Usage notes - Amazon Redshift

Usage notes

When using CREATE MODEL, consider the following:

  • The CREATE MODEL statement operates in an asynchronous mode and returns upon the export of training data to Amazon S3. The remaining steps of training in Amazon SageMaker occur in the background. While training is in progress, the corresponding inference function is visible but can't be run. You can query STV_ML_MODEL_INFO to see the state of training.

  • The training can run for up to 90 minutes in the background, by default in the Auto model and can be extended. To cancel the training, simply run the DROP MODEL command.

  • The Amazon Redshift cluster that you use to create the model and the Amazon S3 bucket that is used to stage the training data and model artifacts must be in the same AWS Region.

  • During the model training, Amazon Redshift and SageMaker store intermediate artifacts in the Amazon S3 bucket that you provide. By default, Amazon Redshift performs garbage collection at the end of the CREATE MODEL operation.

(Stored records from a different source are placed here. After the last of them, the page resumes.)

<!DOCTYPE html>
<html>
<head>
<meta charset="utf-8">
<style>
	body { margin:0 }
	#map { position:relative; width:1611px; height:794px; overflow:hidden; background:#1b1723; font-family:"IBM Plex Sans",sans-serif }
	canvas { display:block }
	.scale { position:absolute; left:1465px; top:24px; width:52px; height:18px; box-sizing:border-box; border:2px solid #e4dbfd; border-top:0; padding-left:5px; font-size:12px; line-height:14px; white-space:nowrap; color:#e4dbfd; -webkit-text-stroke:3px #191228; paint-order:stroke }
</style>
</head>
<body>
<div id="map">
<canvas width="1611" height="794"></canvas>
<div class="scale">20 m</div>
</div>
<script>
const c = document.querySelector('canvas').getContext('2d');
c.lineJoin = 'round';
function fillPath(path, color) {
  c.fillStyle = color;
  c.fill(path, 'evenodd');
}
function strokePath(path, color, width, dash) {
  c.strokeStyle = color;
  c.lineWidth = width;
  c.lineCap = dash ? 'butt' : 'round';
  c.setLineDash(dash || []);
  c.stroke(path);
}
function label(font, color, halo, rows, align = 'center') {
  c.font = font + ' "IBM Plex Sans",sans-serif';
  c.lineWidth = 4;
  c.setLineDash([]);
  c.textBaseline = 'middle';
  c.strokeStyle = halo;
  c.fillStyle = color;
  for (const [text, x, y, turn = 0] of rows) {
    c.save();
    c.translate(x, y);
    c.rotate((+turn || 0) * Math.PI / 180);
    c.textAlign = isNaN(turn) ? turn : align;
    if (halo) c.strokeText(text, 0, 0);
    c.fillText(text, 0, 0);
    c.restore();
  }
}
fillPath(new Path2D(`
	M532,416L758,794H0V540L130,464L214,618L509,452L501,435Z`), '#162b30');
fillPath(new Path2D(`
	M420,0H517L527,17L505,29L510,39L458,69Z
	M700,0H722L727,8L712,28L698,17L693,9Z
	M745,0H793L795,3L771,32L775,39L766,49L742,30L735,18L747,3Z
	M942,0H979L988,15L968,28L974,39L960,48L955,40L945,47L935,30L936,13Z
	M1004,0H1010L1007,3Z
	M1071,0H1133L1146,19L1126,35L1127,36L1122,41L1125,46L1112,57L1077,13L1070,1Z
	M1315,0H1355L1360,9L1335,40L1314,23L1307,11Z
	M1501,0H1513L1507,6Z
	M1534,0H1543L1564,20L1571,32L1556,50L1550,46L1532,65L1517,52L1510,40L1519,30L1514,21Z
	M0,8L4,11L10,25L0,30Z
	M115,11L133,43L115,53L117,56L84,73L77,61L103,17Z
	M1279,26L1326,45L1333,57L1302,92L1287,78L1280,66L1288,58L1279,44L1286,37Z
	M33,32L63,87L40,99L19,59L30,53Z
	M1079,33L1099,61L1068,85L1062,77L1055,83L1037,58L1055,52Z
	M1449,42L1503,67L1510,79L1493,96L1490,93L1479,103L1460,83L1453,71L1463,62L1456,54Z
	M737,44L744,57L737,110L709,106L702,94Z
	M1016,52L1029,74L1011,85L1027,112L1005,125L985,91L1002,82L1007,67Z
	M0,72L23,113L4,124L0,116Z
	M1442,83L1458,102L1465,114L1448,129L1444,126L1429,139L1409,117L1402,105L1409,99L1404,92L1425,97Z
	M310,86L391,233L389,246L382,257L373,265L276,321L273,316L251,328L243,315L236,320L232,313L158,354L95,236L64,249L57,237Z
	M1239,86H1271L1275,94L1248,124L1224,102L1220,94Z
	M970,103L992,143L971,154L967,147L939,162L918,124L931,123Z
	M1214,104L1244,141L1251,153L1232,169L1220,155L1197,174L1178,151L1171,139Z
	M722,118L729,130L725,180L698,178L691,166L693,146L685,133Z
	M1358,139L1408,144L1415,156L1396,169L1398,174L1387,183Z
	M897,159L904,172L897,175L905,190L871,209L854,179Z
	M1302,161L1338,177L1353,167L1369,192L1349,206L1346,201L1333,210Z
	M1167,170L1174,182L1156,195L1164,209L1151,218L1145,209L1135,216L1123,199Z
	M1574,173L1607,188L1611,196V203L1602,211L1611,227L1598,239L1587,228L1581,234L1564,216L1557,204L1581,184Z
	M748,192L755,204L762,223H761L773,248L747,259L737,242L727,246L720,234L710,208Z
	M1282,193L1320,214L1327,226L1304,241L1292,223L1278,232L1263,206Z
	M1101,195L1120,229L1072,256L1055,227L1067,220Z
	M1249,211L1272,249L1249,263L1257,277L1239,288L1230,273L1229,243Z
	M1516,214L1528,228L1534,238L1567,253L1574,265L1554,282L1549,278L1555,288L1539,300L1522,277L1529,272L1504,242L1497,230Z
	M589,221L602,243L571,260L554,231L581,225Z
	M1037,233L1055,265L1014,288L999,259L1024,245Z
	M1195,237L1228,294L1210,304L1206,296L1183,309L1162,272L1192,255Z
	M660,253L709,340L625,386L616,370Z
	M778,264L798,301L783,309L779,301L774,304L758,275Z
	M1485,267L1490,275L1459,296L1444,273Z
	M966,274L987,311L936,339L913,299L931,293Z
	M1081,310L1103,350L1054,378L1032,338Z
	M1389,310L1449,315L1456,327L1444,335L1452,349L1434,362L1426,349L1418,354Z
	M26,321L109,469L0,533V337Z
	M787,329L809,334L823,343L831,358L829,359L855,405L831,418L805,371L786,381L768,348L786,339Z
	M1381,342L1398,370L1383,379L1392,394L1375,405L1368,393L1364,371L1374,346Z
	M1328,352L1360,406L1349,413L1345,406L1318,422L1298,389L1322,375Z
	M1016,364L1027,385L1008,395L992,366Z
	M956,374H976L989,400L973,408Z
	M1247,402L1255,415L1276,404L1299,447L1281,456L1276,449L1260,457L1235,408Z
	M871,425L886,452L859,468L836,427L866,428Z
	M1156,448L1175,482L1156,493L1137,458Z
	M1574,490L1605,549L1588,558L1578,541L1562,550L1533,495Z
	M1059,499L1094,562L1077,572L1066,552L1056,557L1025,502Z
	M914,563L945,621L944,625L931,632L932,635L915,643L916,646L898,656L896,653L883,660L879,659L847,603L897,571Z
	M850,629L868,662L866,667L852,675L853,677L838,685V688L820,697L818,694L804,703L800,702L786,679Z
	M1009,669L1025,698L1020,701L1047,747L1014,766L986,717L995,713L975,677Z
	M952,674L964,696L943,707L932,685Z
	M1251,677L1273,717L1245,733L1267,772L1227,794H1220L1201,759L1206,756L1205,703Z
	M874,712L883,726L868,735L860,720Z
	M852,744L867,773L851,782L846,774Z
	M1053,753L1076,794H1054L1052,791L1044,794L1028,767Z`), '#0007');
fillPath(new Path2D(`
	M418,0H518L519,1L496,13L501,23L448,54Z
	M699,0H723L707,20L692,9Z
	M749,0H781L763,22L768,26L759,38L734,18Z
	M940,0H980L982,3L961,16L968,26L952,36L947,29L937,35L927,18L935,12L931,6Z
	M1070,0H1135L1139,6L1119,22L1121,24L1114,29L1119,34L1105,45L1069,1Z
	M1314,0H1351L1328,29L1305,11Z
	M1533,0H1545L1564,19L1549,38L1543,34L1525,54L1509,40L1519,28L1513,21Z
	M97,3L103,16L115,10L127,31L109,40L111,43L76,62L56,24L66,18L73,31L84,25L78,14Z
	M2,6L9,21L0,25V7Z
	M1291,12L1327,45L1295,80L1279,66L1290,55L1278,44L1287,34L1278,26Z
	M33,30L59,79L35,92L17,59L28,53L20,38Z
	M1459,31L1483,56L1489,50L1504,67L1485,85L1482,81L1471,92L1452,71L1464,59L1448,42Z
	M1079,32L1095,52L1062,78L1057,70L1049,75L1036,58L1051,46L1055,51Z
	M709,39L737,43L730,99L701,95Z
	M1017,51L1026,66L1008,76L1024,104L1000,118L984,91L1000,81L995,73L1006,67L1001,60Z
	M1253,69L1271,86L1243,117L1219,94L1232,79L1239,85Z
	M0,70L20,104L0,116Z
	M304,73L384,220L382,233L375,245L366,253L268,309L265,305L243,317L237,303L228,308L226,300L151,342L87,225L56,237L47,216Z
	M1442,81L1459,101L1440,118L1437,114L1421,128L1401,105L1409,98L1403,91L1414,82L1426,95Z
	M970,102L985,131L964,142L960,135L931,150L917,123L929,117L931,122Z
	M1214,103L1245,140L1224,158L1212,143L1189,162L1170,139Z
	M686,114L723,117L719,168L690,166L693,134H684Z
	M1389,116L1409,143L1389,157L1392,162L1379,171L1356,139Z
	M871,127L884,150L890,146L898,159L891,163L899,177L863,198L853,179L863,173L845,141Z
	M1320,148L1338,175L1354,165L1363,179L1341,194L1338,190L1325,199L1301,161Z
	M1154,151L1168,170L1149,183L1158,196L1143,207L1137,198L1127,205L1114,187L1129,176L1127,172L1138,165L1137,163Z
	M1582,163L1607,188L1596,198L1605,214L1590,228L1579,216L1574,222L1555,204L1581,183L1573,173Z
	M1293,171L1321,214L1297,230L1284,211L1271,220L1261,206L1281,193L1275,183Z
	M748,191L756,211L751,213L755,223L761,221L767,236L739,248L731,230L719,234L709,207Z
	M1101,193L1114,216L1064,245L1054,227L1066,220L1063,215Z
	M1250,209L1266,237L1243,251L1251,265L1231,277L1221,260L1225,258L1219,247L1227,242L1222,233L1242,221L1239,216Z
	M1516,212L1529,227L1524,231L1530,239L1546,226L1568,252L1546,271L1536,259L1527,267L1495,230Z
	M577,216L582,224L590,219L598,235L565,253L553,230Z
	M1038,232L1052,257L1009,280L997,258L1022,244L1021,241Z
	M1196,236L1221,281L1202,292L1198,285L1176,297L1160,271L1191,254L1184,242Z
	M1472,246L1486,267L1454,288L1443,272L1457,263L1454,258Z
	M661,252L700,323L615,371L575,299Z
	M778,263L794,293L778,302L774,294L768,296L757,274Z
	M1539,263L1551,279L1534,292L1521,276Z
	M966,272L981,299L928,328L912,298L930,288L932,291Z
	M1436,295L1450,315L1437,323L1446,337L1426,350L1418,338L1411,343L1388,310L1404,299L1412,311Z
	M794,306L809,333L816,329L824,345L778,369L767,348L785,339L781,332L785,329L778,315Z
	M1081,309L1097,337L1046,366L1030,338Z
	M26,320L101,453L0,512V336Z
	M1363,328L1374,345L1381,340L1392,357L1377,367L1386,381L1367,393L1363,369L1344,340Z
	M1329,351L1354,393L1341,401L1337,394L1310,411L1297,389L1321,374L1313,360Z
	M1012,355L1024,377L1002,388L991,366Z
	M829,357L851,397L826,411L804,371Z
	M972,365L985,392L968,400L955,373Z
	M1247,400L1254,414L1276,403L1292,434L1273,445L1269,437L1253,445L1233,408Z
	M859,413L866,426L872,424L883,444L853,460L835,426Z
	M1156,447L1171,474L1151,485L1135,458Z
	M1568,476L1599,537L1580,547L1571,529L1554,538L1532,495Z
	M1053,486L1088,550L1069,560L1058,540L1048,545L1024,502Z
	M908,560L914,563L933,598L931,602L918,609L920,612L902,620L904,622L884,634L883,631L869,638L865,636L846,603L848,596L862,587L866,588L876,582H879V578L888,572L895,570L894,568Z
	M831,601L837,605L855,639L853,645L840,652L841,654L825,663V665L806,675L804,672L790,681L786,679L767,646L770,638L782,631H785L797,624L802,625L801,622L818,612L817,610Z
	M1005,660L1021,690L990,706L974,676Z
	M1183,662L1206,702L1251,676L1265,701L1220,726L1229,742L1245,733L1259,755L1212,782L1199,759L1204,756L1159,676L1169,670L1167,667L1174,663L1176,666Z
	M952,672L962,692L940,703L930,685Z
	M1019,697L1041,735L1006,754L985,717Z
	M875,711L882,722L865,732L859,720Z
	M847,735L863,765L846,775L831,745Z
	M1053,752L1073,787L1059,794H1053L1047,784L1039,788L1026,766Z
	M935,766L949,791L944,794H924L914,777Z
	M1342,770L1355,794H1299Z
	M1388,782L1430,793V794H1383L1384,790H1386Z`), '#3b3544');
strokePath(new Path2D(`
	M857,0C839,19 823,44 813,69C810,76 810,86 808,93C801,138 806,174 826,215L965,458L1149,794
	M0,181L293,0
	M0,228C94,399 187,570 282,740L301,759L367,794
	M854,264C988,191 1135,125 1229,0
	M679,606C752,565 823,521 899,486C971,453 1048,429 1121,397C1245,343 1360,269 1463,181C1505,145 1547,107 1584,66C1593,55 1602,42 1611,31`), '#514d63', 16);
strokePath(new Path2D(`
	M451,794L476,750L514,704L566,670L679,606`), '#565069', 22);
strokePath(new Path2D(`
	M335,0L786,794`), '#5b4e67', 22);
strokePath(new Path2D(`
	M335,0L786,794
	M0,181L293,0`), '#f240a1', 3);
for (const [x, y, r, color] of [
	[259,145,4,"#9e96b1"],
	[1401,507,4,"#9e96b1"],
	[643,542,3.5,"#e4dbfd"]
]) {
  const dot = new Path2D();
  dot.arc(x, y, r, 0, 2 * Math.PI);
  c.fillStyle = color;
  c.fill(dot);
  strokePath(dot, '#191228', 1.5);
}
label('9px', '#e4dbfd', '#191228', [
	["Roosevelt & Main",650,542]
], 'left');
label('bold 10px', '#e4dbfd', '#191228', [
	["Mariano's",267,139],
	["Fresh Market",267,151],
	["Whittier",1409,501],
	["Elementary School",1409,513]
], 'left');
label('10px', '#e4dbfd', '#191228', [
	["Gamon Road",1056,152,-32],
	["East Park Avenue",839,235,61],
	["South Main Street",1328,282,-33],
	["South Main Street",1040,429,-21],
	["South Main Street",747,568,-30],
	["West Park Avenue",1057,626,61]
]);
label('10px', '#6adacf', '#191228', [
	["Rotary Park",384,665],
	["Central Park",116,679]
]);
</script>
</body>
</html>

Amazon Redshift removes those objects from Amazon S3. To retain those artifacts on Amazon S3, set the S3_GARBAGE COLLECT OFF option.

  • You must use at least 500 rows in the training data provided in the FROM clause.

  • You can only specify up to 256 feature (input) columns in the FROM { table_name | ( select_query ) } clause when using the CREATE MODEL statement.

  • For AUTO ON, the column types that you can use as the training set are SMALLINT, INTEGER, BIGINT, DECIMAL, REAL, DOUBLE, BOOLEAN, CHAR, VARCHAR, DATE, TIME, TIMETZ, TIMESTAMP, and TIMESTAMPTZ. For AUTO OFF, the column types that you can use as the training set are SMALLINT, INTEGER, BIGINT, DECIMAL, REAL, DOUBLE, and BOOLEAN.

  • You can't use DECIMAL, DATE, TIME, TIMETZ, TIMESTAMP, TIMESTAMPTZ, GEOMETRY, GEOGRAPHY, HLLSKETCH, SUPER, or VARBYTE as the target column type.

  • To improve model accuracy, do one of the following:

    • Add as many relevant columns in the CREATE MODEL command as possible when you specify the training data in the FROM clause.

    • Use a larger value for MAX_RUNTIME and MAX_CELLS. Larger values for this parameter increase the cost of training a model.

  • The CREATE MODEL statement execution returns as soon as the training data is computed and exported to the Amazon S3 bucket. After that point, you can check the status of the training using the SHOW MODEL command. When a model being trained in the background fails, you can check the error using SHOW MODEL. You can't retry a failed model. Use DROP MODEL to remove a failed model and recreate a new model. For more information about SHOW MODEL, see SHOW MODEL.

  • Local BYOM supports the same kind of models that Amazon Redshift ML supports for non-BYOM cases. Amazon Redshift supports plain XGBoost (using XGBoost version 1.0 or later), KMEANS models without preprocessors, and XGBOOST/MLP/Linear Learner models trained by trained by Amazon SageMaker Autopilot. It supports the latter with preprocessors that Autopilot has specified that are also supported by Amazon SageMaker Neo.

  • If your Amazon Redshift cluster has enhanced routing enabled for your virtual private cloud (VPC), make sure to create an Amazon S3 VPC endpoint and an SageMaker VPC endpoint for the VPC that your cluster is in. Doing this enables the traffic to run through your VPC between these services during CREATE MODEL. For more information, see SageMaker Clarify Job Amazon VPC Subnets and Security Groups.